Data supplied Block Start
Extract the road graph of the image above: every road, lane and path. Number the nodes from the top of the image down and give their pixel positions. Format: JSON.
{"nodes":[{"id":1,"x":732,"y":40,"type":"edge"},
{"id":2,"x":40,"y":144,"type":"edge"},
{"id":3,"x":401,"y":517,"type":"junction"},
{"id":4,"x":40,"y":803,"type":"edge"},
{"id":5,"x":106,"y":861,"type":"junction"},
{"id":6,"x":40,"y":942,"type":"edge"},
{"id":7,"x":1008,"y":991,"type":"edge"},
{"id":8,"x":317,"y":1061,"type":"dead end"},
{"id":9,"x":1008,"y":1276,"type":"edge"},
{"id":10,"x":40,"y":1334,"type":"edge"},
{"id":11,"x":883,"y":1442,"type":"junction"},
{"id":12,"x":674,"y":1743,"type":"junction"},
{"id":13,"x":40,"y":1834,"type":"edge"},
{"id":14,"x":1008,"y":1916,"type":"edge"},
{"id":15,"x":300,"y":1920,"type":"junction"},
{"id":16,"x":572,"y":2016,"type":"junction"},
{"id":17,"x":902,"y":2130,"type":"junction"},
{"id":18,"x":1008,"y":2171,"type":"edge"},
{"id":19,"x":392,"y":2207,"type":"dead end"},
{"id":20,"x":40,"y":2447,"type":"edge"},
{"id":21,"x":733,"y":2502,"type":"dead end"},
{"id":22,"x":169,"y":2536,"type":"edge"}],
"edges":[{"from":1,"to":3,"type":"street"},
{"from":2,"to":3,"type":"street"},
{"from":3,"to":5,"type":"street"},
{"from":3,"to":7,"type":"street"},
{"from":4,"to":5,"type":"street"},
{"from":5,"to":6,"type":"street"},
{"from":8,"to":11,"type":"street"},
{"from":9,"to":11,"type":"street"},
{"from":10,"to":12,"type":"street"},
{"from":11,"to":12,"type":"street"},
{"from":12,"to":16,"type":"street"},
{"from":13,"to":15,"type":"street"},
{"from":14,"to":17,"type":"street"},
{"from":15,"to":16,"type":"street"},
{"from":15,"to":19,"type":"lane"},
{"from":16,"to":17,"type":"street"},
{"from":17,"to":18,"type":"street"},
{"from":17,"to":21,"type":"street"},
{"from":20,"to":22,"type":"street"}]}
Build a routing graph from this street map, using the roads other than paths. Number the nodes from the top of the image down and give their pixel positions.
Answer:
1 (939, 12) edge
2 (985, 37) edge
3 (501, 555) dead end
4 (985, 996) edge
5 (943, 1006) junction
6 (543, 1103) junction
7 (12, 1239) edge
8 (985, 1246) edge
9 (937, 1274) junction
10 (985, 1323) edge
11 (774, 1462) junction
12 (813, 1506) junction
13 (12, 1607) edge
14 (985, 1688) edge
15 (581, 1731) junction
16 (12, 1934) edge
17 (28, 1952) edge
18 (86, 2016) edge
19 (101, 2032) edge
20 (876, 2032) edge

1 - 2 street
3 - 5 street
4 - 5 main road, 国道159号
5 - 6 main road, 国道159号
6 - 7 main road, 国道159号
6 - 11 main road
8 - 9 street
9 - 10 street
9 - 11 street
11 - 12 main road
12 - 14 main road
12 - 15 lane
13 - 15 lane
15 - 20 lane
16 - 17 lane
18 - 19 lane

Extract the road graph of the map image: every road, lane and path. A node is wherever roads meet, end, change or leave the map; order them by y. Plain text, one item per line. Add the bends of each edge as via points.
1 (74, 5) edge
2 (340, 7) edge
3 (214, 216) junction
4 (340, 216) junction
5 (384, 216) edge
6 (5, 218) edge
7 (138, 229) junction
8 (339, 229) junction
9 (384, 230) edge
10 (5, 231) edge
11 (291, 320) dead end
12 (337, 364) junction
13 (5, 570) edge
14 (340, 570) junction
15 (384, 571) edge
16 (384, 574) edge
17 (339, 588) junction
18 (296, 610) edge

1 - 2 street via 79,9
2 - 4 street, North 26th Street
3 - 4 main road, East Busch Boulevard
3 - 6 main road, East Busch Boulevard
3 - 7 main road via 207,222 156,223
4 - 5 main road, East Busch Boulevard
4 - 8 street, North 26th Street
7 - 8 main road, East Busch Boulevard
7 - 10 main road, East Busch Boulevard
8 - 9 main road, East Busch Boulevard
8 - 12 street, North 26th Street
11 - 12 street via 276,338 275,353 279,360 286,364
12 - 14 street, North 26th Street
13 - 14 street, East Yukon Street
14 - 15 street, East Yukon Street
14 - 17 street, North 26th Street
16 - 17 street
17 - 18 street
Data supplied Block End
Nothing but an exact repetition of the entries is expected here.

**Written reply:**
Extract the road graph of the image above: every road, lane and path. Number the nodes from the top of the image down and give their pixel positions. Format: JSON.
{"nodes":[{"id":1,"x":732,"y":40,"type":"edge"},
{"id":2,"x":40,"y":144,"type":"edge"},
{"id":3,"x":401,"y":517,"type":"junction"},
{"id":4,"x":40,"y":803,"type":"edge"},
{"id":5,"x":106,"y":861,"type":"junction"},
{"id":6,"x":40,"y":942,"type":"edge"},
{"id":7,"x":1008,"y":991,"type":"edge"},
{"id":8,"x":317,"y":1061,"type":"dead end"},
{"id":9,"x":1008,"y":1276,"type":"edge"},
{"id":10,"x":40,"y":1334,"type":"edge"},
{"id":11,"x":883,"y":1442,"type":"junction"},
{"id":12,"x":674,"y":1743,"type":"junction"},
{"id":13,"x":40,"y":1834,"type":"edge"},
{"id":14,"x":1008,"y":1916,"type":"edge"},
{"id":15,"x":300,"y":1920,"type":"junction"},
{"id":16,"x":572,"y":2016,"type":"junction"},
{"id":17,"x":902,"y":2130,"type":"junction"},
{"id":18,"x":1008,"y":2171,"type":"edge"},
{"id":19,"x":392,"y":2207,"type":"dead end"},
{"id":20,"x":40,"y":2447,"type":"edge"},
{"id":21,"x":733,"y":2502,"type":"dead end"},
{"id":22,"x":169,"y":2536,"type":"edge"}],
"edges":[{"from":1,"to":3,"type":"street"},
{"from":2,"to":3,"type":"street"},
{"from":3,"to":5,"type":"street"},
{"from":3,"to":7,"type":"street"},
{"from":4,"to":5,"type":"street"},
{"from":5,"to":6,"type":"street"},
{"from":8,"to":11,"type":"street"},
{"from":9,"to":11,"type":"street"},
{"from":10,"to":12,"type":"street"},
{"from":11,"to":12,"type":"street"},
{"from":12,"to":16,"type":"street"},
{"from":13,"to":15,"type":"street"},
{"from":14,"to":17,"type":"street"},
{"from":15,"to":16,"type":"street"},
{"from":15,"to":19,"type":"lane"},
{"from":16,"to":17,"type":"street"},
{"from":17,"to":18,"type":"street"},
{"from":17,"to":21,"type":"street"},
{"from":20,"to":22,"type":"street"}]}
Build a routing graph from this street map, using the roads other than paths. Number the nodes from the top of the image down and give their pixel positions.
Answer:
1 (939, 12) edge
2 (985, 37) edge
3 (501, 555) dead end
4 (985, 996) edge
5 (943, 1006) junction
6 (543, 1103) junction
7 (12, 1239) edge
8 (985, 1246) edge
9 (937, 1274) junction
10 (985, 1323) edge
11 (774, 1462) junction
12 (813, 1506) junction
13 (12, 1607) edge
14 (985, 1688) edge
15 (581, 1731) junction
16 (12, 1934) edge
17 (28, 1952) edge
18 (86, 2016) edge
19 (101, 2032) edge
20 (876, 2032) edge

1 - 2 street
3 - 5 street
4 - 5 main road, 国道159号
5 - 6 main road, 国道159号
6 - 7 main road, 国道159号
6 - 11 main road
8 - 9 street
9 - 10 street
9 - 11 street
11 - 12 main road
12 - 14 main road
12 - 15 lane
13 - 15 lane
15 - 20 lane
16 - 17 lane
18 - 19 lane

Extract the road graph of the map image: every road, lane and path. A node is wherever roads meet, end, change or leave the map; order them by y. Plain text, one item per line. Add the bends of each edge as via points.
1 (74, 5) edge
2 (340, 7) edge
3 (214, 216) junction
4 (340, 216) junction
5 (384, 216) edge
6 (5, 218) edge
7 (138, 229) junction
8 (339, 229) junction
9 (384, 230) edge
10 (5, 231) edge
11 (291, 320) dead end
12 (337, 364) junction
13 (5, 570) edge
14 (340, 570) junction
15 (384, 571) edge
16 (384, 574) edge
17 (339, 588) junction
18 (296, 610) edge

1 - 2 street via 79,9
2 - 4 street, North 26th Street
3 - 4 main road, East Busch Boulevard
3 - 6 main road, East Busch Boulevard
3 - 7 main road via 207,222 156,223
4 - 5 main road, East Busch Boulevard
4 - 8 street, North 26th Street
7 - 8 main road, East Busch Boulevard
7 - 10 main road, East Busch Boulevard
8 - 9 main road, East Busch Boulevard
8 - 12 street, North 26th Street
11 - 12 street via 276,338 275,353 279,360 286,364
12 - 14 street, North 26th Street
13 - 14 street, East Yukon Street
14 - 15 street, East Yukon Street
14 - 17 street, North 26th Street
16 - 17 street
17 - 18 street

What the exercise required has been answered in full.